The Chernobyl Power Complex, lying about 130 km north of Kiev, Ukraine, consisted of four nuclear reactors of the RBMK-1000 design. On 25 April, prior to a routine shutdown, the reactor crew at Chernobyl 4 began preparing for a test to determine how long turbines would spin and supply power to the main circulating pumps following a loss of main electrical power supply.  A series of operator actions, including the disabling of automatic shutdown mechanisms, preceded the attempted test early on 26 April. By the time that the operator moved to shut down the reactor, the reactor was in an extremely unstable condition. The crew initiated an emergency shutdown in response. However the amount of power generated actually rocketed up and blew the seals on the reactor vessel.

Firefighters were on the scene within minutes to contain the blaze, with additional ground teams and helicopters arriving from as far away as Kiev in two hours. By 6:35am, the external fires were extinguished and only the inferno inside Unit 4 continued to burn, as it would for another two weeks. From the second to tenth day after the accident, some 5000 tonnes of boron, dolomite, sand, clay and lead were dropped on to the burning core by helicopter in an effort to extinguish the blaze and limit the release of radioactive particles. Many citizens reported feeling ill by morning, coughing and vomiting involuntarily. It would not be until 2:00pm the following day — nearly 37 hours after the explosion — that officials began moving citizens out of the area. In a matter of hours, the town was empty.

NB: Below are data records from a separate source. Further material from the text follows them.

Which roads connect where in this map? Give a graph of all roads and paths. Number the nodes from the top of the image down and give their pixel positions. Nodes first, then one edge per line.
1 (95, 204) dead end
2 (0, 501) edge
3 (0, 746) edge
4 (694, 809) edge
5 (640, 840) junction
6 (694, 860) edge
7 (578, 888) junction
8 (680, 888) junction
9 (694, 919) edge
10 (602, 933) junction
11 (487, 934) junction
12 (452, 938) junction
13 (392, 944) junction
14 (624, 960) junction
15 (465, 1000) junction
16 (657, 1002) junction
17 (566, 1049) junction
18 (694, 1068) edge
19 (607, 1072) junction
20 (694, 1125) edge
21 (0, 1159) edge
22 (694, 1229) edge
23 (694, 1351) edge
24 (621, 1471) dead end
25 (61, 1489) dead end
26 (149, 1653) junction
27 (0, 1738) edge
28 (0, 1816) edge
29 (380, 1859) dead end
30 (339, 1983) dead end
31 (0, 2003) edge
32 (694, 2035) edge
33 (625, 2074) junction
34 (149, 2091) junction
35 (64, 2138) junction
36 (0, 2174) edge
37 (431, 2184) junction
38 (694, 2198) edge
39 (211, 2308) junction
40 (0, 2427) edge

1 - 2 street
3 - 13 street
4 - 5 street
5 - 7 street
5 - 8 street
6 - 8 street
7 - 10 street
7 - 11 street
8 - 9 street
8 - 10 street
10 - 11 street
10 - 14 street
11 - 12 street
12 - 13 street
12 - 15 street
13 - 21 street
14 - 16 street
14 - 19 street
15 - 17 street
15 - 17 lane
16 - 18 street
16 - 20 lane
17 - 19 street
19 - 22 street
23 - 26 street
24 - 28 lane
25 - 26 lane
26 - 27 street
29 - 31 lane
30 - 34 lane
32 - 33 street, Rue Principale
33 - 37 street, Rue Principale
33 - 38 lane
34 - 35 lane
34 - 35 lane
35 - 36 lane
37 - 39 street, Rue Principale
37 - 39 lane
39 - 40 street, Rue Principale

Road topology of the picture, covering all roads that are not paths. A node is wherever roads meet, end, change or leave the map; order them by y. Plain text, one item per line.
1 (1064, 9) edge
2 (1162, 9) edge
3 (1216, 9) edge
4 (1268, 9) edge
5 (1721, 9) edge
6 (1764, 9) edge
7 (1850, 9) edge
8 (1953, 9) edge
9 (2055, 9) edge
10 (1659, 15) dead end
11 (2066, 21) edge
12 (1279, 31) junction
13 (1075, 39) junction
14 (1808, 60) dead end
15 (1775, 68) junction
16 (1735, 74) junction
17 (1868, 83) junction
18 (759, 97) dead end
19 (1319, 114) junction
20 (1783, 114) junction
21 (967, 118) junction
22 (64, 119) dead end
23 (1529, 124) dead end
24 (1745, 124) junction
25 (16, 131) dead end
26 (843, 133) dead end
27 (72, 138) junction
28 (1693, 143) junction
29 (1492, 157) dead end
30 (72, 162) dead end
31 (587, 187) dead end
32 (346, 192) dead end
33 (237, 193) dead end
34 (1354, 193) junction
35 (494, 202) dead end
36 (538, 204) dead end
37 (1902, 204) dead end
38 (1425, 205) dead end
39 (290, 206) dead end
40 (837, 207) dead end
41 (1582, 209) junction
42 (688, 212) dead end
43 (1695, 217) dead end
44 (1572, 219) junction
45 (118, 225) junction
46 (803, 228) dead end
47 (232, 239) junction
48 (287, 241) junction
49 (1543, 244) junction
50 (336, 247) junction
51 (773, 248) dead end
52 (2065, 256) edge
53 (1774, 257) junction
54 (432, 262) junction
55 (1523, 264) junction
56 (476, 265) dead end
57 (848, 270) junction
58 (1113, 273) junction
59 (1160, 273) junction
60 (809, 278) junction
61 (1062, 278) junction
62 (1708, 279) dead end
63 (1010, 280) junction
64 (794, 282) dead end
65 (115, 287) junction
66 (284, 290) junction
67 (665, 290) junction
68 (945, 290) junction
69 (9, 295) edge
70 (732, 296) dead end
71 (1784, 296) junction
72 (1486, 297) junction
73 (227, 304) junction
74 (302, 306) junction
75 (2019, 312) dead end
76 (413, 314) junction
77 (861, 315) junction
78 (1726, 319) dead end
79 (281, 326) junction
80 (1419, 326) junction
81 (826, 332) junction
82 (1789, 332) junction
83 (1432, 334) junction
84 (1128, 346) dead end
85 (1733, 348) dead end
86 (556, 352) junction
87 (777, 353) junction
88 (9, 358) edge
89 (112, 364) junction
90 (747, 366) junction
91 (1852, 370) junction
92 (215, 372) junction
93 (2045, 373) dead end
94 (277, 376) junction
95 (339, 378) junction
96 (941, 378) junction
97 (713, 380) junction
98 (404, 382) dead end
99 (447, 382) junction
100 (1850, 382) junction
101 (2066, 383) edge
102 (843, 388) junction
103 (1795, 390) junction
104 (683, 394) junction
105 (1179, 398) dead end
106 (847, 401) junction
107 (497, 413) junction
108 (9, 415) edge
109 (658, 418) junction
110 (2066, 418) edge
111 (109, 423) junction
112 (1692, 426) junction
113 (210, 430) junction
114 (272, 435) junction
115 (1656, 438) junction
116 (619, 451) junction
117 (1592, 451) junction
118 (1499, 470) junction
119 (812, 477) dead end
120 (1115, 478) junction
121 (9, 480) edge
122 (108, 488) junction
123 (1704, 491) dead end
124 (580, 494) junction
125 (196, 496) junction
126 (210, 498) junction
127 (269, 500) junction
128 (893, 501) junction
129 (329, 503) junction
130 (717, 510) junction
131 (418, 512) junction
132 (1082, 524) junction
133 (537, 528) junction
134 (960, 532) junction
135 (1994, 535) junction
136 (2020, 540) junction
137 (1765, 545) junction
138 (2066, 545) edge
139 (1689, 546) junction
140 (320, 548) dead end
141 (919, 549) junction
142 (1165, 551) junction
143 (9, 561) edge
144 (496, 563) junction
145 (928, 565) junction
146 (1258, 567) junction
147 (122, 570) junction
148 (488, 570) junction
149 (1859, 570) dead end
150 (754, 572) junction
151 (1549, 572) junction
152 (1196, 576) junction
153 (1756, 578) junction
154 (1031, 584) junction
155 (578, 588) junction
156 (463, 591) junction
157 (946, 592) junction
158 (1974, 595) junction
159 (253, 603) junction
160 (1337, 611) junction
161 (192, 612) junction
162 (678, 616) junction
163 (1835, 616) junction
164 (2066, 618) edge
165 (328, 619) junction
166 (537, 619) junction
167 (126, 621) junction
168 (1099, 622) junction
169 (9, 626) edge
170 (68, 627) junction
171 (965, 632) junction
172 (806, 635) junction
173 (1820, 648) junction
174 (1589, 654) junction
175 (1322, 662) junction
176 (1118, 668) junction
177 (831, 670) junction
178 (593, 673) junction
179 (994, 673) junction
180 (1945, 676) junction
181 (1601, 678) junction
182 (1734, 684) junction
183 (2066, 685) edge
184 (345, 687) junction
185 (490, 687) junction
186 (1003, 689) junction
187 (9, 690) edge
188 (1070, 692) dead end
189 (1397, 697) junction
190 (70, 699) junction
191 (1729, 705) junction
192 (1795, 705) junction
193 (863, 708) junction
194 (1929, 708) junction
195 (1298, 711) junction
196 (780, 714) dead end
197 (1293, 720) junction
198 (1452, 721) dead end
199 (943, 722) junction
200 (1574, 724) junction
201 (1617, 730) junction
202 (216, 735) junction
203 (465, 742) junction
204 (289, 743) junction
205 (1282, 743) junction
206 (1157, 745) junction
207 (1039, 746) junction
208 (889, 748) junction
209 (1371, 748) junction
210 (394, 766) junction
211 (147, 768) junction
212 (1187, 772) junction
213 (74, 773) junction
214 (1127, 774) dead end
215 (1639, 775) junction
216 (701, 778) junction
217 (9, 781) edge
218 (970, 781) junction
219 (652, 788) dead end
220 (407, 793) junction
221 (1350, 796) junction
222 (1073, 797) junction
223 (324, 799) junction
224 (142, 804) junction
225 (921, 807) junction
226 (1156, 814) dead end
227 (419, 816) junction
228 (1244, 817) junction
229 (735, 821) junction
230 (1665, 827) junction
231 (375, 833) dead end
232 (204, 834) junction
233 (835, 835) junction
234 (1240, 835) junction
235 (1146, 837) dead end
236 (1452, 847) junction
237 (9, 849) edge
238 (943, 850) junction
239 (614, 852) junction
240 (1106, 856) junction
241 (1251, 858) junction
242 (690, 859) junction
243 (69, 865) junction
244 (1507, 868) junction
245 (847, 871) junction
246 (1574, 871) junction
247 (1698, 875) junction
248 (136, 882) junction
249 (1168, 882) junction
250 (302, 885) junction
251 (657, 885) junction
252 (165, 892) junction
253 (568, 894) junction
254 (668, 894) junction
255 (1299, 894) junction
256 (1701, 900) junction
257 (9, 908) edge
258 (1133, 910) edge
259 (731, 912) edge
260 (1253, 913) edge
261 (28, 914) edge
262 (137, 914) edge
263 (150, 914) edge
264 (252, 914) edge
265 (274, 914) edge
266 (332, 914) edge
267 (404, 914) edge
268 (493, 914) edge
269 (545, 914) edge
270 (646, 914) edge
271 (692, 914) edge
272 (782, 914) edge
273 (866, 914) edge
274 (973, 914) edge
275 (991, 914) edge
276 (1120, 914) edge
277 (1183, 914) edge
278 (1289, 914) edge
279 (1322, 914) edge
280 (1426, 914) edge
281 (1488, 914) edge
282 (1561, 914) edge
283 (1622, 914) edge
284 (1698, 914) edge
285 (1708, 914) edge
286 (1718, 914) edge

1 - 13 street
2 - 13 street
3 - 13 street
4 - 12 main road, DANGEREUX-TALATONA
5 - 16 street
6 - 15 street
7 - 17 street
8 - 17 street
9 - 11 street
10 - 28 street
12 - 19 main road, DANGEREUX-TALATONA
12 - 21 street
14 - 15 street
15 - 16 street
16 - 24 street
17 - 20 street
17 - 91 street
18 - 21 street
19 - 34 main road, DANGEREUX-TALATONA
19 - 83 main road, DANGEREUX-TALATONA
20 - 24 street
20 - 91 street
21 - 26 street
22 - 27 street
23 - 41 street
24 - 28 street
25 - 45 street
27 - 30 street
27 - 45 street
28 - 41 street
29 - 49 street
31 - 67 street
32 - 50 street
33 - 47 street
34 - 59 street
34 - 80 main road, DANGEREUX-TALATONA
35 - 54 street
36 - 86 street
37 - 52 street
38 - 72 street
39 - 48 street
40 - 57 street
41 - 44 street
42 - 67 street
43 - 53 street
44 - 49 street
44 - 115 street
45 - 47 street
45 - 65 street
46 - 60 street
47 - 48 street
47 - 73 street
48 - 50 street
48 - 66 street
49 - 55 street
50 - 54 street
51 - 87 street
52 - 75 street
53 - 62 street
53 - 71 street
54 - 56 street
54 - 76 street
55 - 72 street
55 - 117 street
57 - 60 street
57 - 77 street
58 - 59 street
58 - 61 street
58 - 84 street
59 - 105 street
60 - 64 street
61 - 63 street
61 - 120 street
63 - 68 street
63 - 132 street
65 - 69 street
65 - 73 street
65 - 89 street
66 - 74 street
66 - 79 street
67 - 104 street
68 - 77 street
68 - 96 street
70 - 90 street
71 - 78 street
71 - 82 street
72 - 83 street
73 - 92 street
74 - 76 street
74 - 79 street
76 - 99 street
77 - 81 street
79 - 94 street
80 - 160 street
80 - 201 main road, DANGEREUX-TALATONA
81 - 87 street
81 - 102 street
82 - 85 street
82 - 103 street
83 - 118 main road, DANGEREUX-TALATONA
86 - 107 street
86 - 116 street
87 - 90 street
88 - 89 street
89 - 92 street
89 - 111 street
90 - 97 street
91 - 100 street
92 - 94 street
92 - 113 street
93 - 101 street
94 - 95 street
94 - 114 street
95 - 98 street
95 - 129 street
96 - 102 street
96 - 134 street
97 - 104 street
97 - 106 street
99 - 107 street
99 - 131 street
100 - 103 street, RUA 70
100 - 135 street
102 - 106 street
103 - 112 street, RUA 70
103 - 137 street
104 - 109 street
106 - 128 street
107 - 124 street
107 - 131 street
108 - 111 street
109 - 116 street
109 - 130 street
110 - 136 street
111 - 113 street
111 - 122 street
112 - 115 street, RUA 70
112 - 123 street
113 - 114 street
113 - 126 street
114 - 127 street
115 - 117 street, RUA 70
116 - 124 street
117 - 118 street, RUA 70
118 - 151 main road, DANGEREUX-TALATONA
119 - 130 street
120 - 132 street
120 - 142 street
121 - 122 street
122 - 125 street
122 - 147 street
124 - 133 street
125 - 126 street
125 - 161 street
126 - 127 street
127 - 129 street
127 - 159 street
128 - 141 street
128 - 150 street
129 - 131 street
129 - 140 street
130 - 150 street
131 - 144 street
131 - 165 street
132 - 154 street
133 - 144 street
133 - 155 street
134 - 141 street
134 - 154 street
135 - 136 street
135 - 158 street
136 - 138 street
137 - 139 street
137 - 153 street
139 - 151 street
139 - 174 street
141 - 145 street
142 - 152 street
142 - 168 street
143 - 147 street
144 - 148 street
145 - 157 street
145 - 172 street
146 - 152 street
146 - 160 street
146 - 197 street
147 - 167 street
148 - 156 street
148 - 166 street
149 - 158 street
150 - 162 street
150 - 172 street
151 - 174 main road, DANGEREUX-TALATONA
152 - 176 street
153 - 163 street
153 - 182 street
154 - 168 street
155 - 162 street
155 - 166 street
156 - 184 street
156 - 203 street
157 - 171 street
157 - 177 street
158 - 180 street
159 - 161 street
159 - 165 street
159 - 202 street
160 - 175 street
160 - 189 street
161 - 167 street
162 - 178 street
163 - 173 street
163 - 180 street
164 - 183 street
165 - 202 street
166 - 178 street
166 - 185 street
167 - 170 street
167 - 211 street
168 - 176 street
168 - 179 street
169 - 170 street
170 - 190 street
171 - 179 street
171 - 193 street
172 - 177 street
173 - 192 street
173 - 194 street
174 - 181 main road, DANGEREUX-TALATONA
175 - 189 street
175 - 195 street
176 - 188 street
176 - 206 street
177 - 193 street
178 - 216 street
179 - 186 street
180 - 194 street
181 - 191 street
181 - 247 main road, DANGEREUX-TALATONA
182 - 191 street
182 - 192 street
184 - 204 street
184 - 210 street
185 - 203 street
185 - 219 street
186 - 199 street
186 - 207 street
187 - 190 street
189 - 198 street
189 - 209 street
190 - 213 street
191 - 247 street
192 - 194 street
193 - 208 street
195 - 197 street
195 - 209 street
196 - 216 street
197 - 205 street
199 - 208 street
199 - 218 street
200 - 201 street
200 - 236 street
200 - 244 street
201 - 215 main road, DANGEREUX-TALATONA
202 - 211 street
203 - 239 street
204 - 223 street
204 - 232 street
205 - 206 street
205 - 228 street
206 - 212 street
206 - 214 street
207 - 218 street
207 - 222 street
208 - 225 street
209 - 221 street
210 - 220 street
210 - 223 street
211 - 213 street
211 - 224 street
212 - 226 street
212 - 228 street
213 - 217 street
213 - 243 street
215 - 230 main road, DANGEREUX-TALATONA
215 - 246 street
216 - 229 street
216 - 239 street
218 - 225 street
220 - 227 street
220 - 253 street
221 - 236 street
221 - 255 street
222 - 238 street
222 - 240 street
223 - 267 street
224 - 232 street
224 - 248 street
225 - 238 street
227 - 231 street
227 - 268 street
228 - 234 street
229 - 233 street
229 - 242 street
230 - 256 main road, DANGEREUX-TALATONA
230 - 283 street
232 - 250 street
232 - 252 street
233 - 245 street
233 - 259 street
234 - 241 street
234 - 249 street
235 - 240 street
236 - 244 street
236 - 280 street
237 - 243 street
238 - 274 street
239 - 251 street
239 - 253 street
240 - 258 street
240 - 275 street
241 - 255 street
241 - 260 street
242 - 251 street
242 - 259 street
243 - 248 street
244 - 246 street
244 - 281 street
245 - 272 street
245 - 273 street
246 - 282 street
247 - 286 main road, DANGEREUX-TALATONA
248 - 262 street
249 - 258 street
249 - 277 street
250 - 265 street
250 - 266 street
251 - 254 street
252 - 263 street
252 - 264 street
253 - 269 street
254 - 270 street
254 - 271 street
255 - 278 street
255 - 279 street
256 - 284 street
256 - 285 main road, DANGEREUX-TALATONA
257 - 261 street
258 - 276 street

The morning of April 28th, workers nearly 700 miles away at the Forsmark Nuclear Power Plant in Sweden were stopped when trace amounts of radioactive material were found on their clothes. Swedish administrators discovered by midday that the isotopes were from another location. In time, the fallout would reach as far away as the mountainous regions of Scotland, exposing Europeans to harmful radiation largely without their knowledge — and, until the Swedes brought their information onto the national stage, without a Soviet admission of guilt.